My ex drove a motorcycle. I never got on it—we’d broken up by the time the weather turned warm—but he prepped me for it all winter. The only part I remember is what he said about crashing: the trick is to give in, go limp, resist the impulse to put out your hands, and instead, accept the pull of the earth up to meet you. It’s the opposite of instinct, but by fighting and clenching—bracing against gravity—you end up breaking bones. “If you let go,” he said, “your body will save itself.” It was advice I tried to return to when we ended, and again every time something in my world came crashing down. Over the years, I’ve been asked often why I stay—in a job, in a place, in a relationship, in a state of mind—when it all seems to be falling apart. Today, I stumbled upon my answer: what isn’t? What isn’t breaking down every moment we’re inside of it? What isn’t climbing, whether quickly or slowly, to some kind of end?
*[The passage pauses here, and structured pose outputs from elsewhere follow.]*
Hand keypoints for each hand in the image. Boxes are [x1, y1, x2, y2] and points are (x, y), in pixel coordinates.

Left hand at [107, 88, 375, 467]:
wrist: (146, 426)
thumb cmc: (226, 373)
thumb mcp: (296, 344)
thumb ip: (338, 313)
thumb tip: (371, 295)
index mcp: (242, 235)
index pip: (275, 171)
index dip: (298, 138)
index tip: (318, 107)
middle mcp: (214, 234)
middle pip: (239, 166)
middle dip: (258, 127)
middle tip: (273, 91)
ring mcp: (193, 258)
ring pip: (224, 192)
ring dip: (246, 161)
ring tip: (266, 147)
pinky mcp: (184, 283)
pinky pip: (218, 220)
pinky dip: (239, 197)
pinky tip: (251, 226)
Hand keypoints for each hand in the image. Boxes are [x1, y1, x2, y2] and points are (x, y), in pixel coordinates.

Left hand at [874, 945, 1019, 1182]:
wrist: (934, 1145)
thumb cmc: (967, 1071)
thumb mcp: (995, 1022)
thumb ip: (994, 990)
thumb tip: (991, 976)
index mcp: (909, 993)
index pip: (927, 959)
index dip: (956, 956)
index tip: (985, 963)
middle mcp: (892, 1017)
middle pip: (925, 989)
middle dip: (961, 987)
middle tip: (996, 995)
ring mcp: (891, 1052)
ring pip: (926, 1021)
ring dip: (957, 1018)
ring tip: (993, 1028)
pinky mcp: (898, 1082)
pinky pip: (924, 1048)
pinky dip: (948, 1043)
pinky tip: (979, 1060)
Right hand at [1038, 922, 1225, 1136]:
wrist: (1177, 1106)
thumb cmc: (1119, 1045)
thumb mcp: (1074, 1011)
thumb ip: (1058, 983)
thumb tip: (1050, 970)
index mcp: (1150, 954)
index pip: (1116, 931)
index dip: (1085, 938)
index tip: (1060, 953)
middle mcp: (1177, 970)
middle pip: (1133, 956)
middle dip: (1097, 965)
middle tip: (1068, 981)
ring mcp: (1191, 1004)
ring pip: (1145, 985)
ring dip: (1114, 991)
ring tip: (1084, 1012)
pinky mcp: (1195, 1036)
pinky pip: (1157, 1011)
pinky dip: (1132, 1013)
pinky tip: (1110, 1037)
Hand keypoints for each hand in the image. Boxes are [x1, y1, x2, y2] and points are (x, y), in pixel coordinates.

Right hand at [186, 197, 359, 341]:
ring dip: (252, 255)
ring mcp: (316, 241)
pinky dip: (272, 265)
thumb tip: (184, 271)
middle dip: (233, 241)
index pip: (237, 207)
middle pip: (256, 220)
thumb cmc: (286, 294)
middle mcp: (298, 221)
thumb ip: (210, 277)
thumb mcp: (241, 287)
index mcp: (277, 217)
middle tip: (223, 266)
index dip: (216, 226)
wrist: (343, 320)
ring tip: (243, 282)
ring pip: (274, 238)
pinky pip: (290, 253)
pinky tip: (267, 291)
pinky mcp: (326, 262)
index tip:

If impermanence and chaos are good reasons to call it quits, then what can we possibly hold onto? What if instead there’s a way to surrender, not by giving up, but by giving in? The more I live through, the more I realize the only way to find a clearing through the brush and brambles is to accept their existence and learn to move within them. It is as Deborah A. Miranda writes in “Advice from La Llorana”: “Lean into the pain. / You can’t outrun it.”